At the far right is King Alfred.  His reign saw the first fragments of the bible translated from the Latin into the Anglo-Saxon vernacular, increasing learning, re- established religious institutions and legal reform.  He is seen with a sheathed sword, symbolic of his peace-seeking rule, and carrying the Book. 

The left-hand King is evidently a Viking warrior, his sword drawn ready for battle.  For many years he was thought to represent Magnus the Martyr, an early king of Orkney.  A modern view, however, would favour King Knut (Canute), the first King of an unified England as a better candidate.  He is well known to have been almost ostentatiously pious - some say his piety was largely a political necessity to gain control of the powerful church hierarchy, but nevertheless he was enormously supportive of English Christianity, both by his many endowments and by his personal example.  The incident with the waves was his demonstration of how temporal power was as nothing compared with the power of God.

The female figures represent St Helena (right) and St Milburga or Ermingilda (left).
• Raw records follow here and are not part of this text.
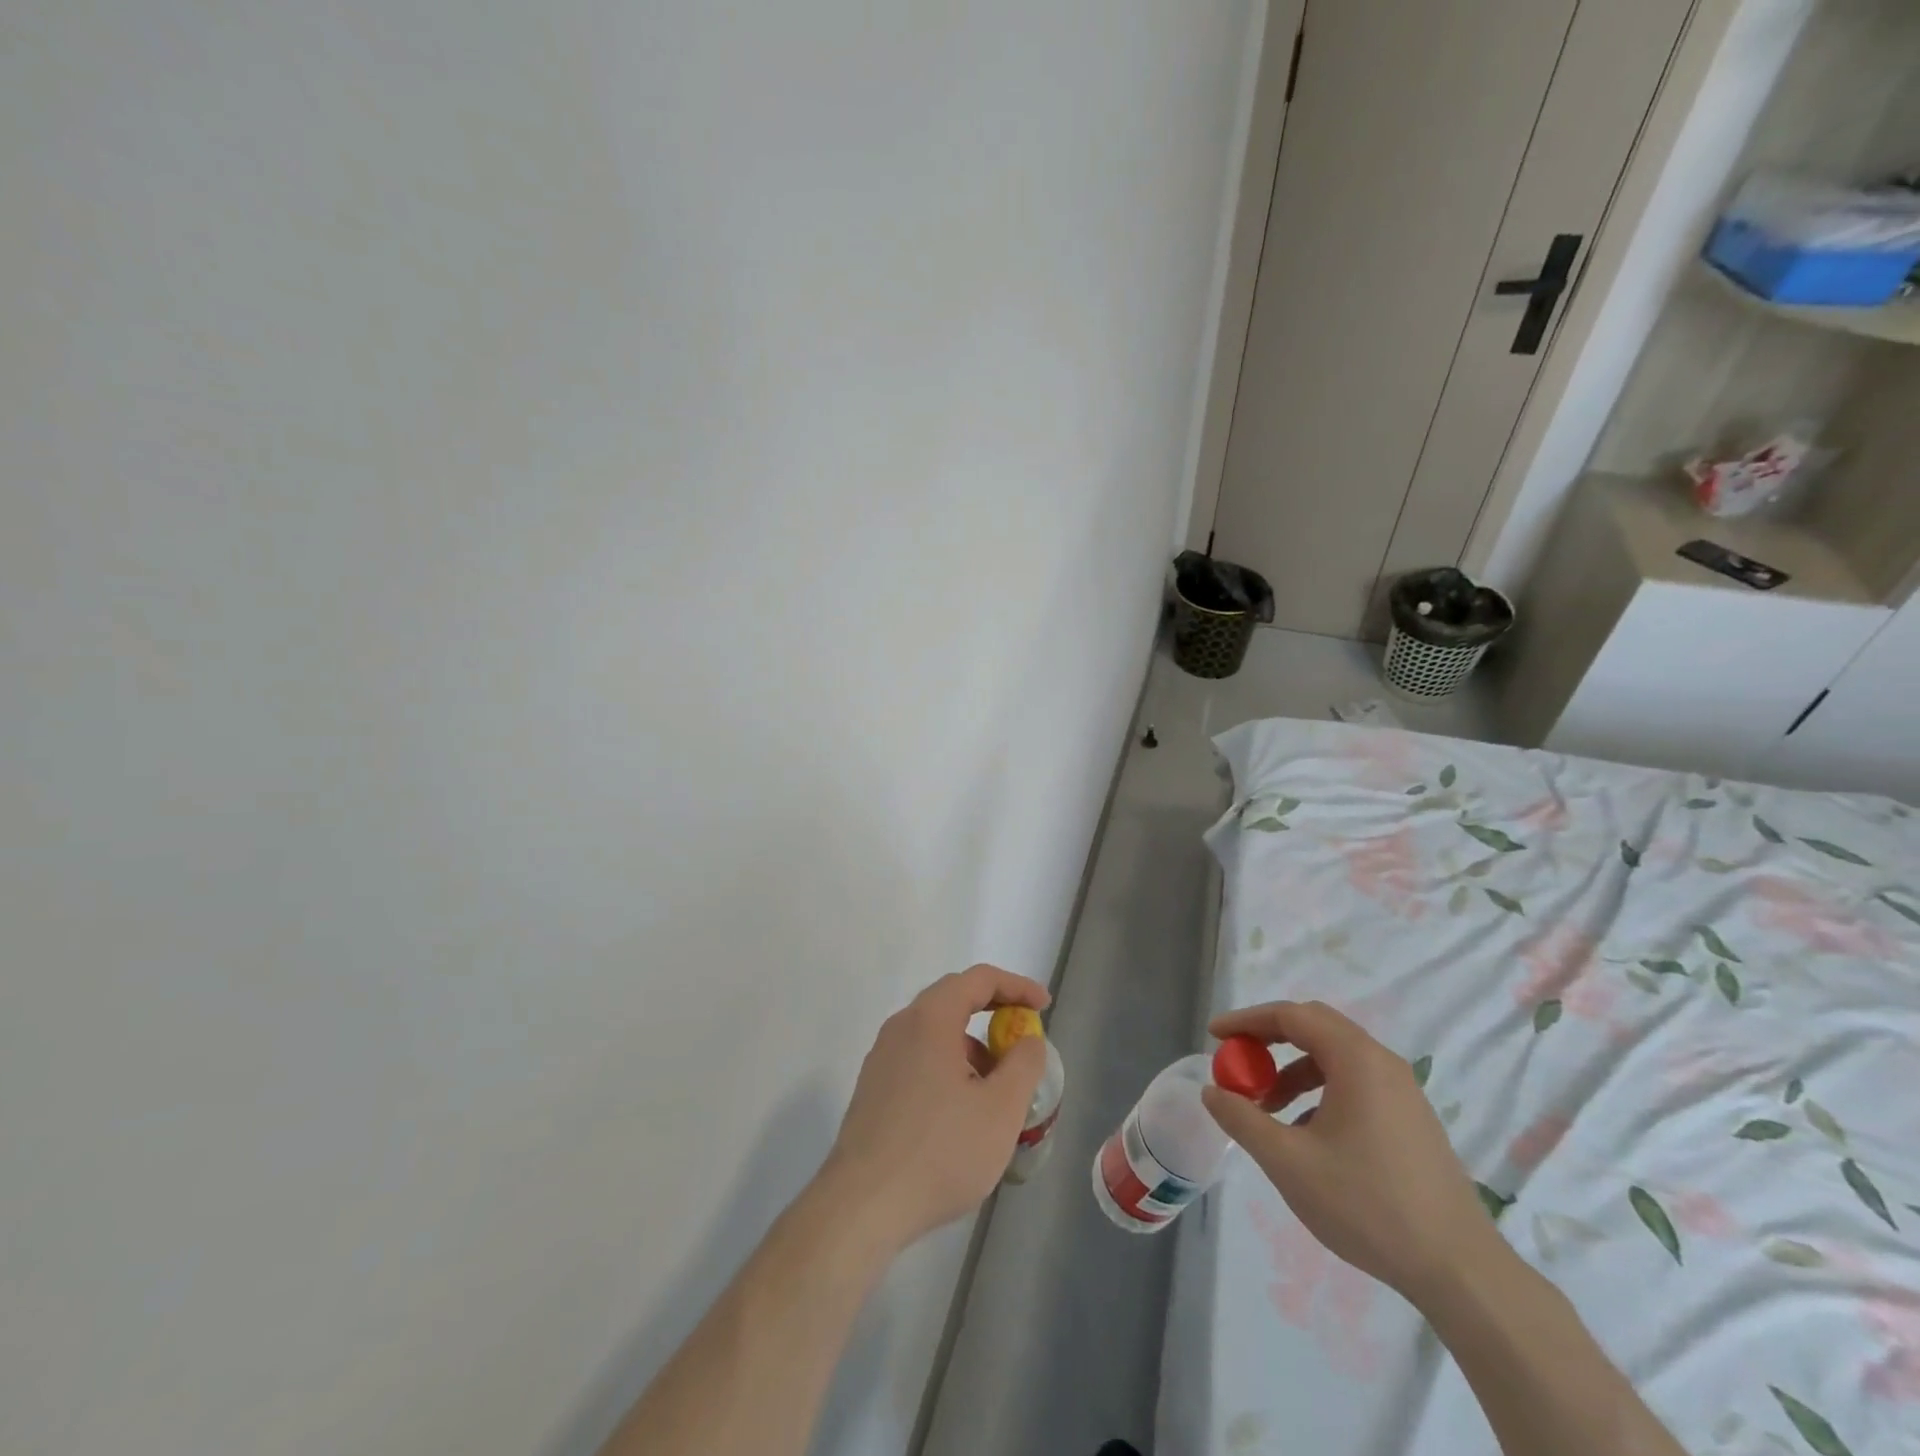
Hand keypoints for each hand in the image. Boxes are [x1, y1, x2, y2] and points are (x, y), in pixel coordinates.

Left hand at [821, 964, 1049, 1251]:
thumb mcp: (1001, 1110)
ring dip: (971, 1046)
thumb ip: (1023, 1064)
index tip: (1043, 1006)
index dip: (1016, 986)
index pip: (978, 979)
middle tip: (1023, 1040)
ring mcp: (882, 1057)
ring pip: (935, 1033)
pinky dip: (949, 1066)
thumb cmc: (940, 1152)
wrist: (862, 1206)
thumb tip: (1028, 1039)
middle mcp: (901, 1027)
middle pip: (953, 999)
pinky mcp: (873, 1088)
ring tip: (997, 1088)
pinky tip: (963, 1111)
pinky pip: (919, 1058)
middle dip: (994, 1013)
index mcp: (930, 1019)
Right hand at [1200, 1000, 1506, 1304]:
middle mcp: (1383, 1062)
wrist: (1460, 1271)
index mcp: (1356, 1059)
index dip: (1247, 1020)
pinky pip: (1356, 1083)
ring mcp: (1403, 1091)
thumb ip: (1242, 1119)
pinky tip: (1307, 1134)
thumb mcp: (1289, 1162)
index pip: (1291, 1015)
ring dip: (1293, 1069)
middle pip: (1315, 1026)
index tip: (1215, 1036)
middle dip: (1269, 1039)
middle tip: (1239, 1063)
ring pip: (1335, 1057)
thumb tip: (1212, 1091)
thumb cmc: (1368, 1205)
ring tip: (1267, 1109)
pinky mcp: (1412, 1119)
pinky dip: (1320, 1090)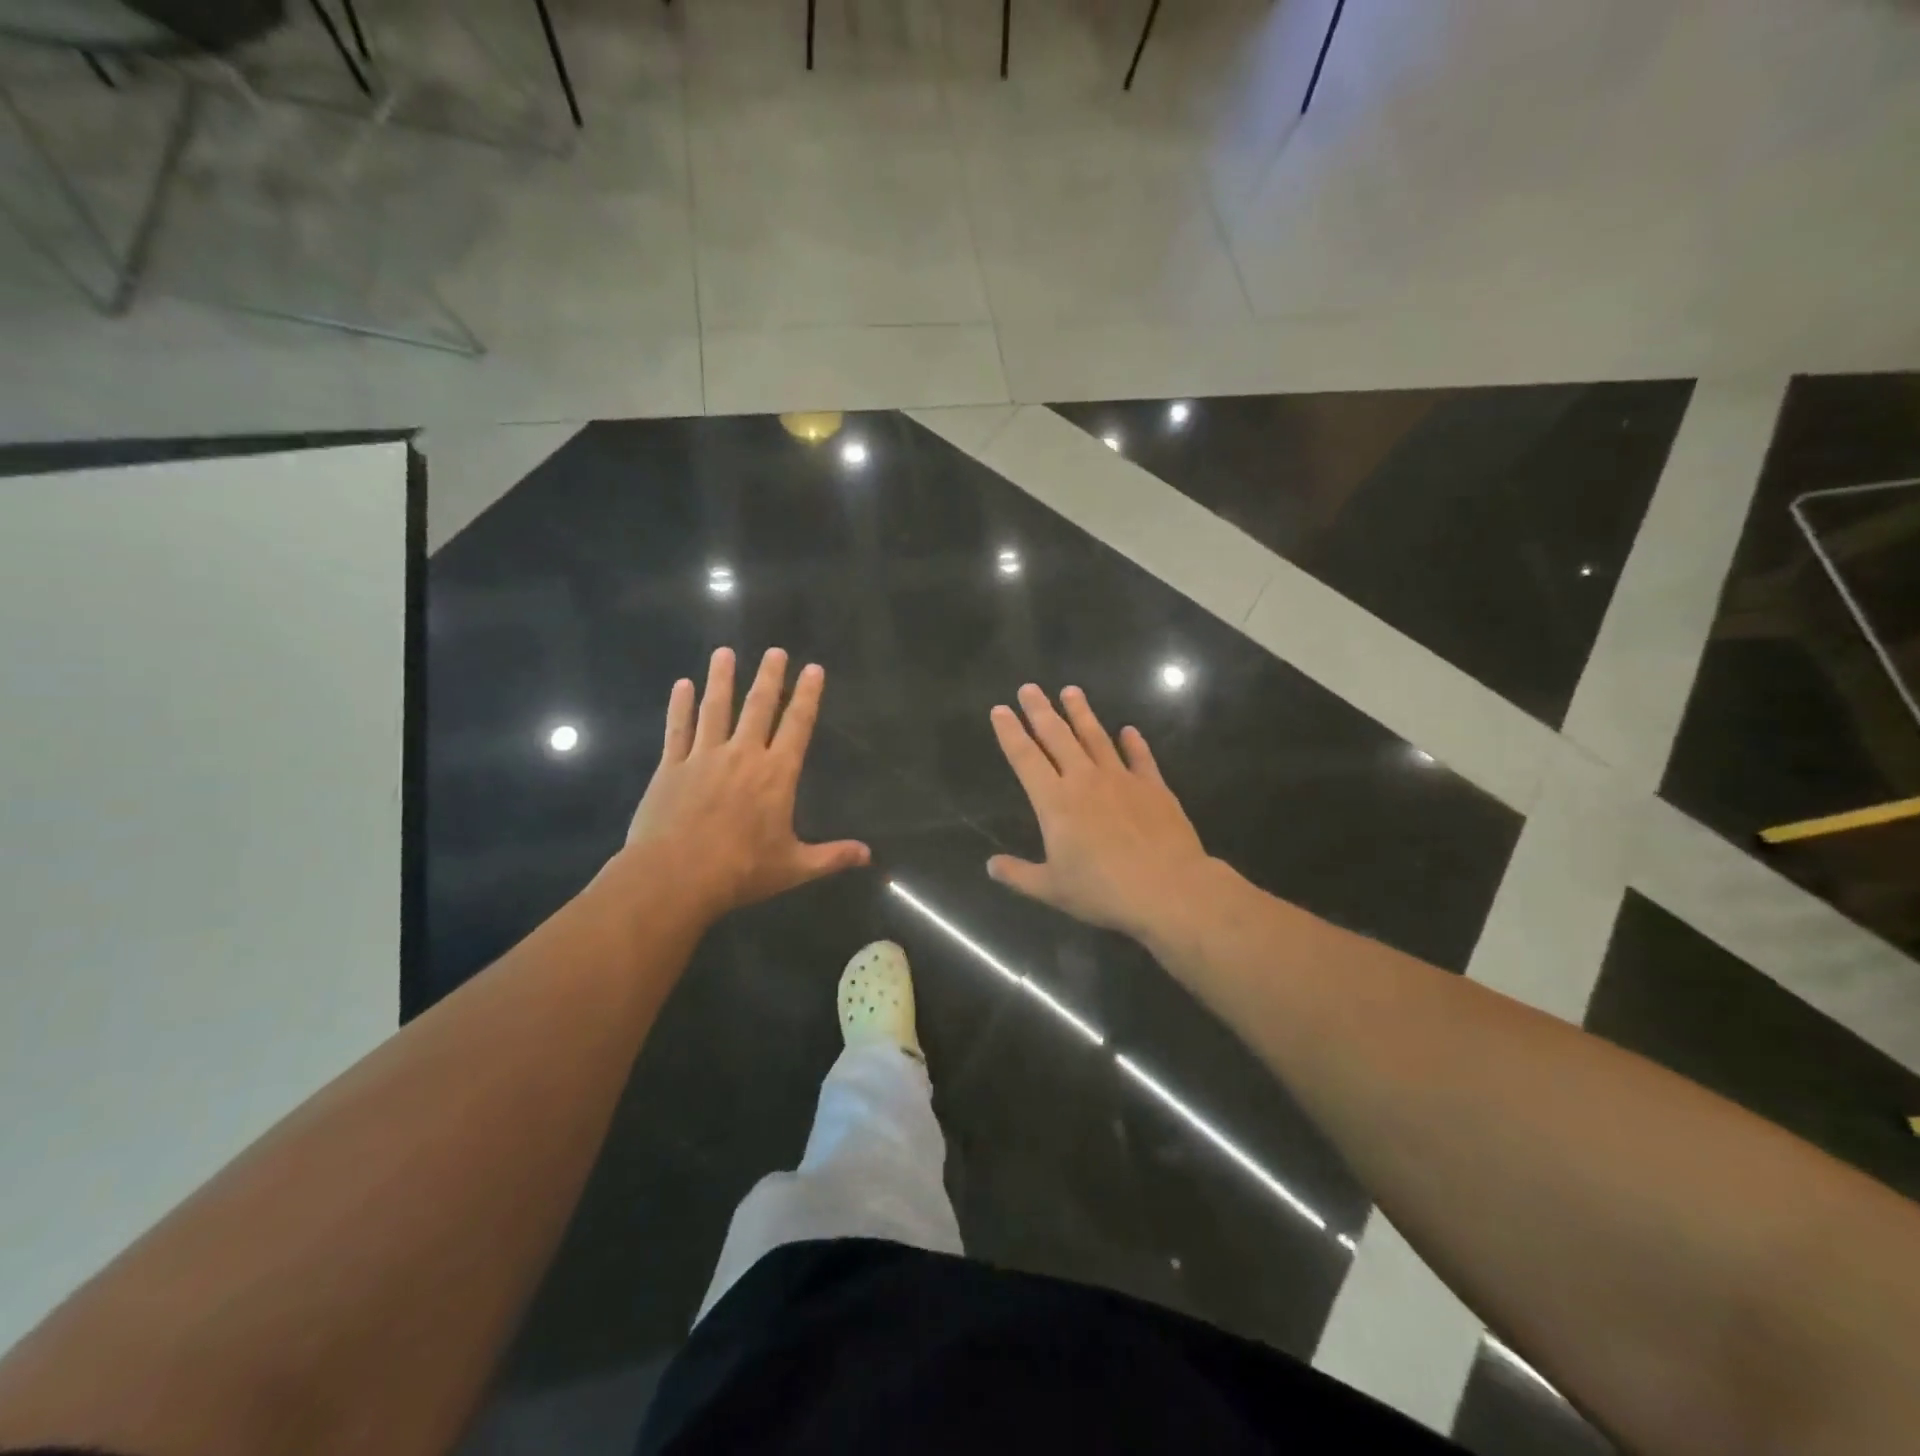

Helena was the Roman Emperor Constantine's mother, who gave birth to him when in York with her husband Constantinus who governed the Northern province before himself being acclaimed Roman Emperor.  After conversion, She was a very devoted pilgrim, noted for her establishment of churches in Jerusalem, and her discovery of the Holy Cross there.  Hence she is always represented carrying a cross.  Milburga is, by contrast, a fairly obscure saint.  A daughter of King Merewald, and sister of St Mildred, she was the founding Abbess of Wenlock Priory in Shropshire, probably endowed by her father.  Her mother had been Abbess of Thanet, so sanctity rather ran in the family.  Milburga is said to have powers over birds, and is usually represented with a goose.  She also apparently had the power of levitation, able to float on a sunbeam, or in some versions, a tongue of fire.  She is credited thereby to have restored a young son of a supplicant from the dead.

St CuthbertThe other male figures are SS Cuthbert (picture right), and Bede.  Cuthbert, originally a Northumbrian shepherd boy, eventually became Abbot of the Holy Island of Lindisfarne succeeding St Aidan, the founder.  The land for the monastery had been given by the King of Northumbria, Oswald, whose sainthood arose from his death in the Christian cause in battle against the pagan Penda of Mercia at Maserfeld in 642.  The head of Oswald was brought  to Lindisfarne.  Although Cuthbert was not contemporary with Oswald and never met him, Oswald's relic was hidden in his tomb when Lindifarne was threatened by the Vikings in 875.  Cuthbert's tomb was eventually translated to Durham, together with Oswald's relic in 998.  This is why Cuthbert is often depicted holding the severed head of Oswald.  A less likely alternative candidate for our statue could have been St Alban, the first English martyr, from the third century, who is sometimes depicted bearing his own head.  Our statue shows that Cuthbert is holding a different person's head, certainly bare of an Abbot's mitre, so he seems not to be a true "cephalophore" like Alban, who in any case was never ordained, and therefore not entitled to wear a mitre.

Bede needs little introduction.  A life-long monk at the monastery of St Paul at Jarrow, his writings, especially his "Ecclesiastical History of the English people" earned him the name "Father of English History".  He is seen with book and pen, with other books at his feet.  His work includes much biographical information about the saints and monarchs of the period represented in our Reredos.

At the foot of the Reredos can be seen red shields bearing the Instruments of the Crucifixion: a cross, hammer, nails, pliers, spear and sponge,whip and column, robe and crown of thorns.  These reflect the designs in the mosaic pavement beneath the high altar dating from a much earlier period, the incumbency  of the first vicar, Revd. Alfred Wilson, 1879 - 1904.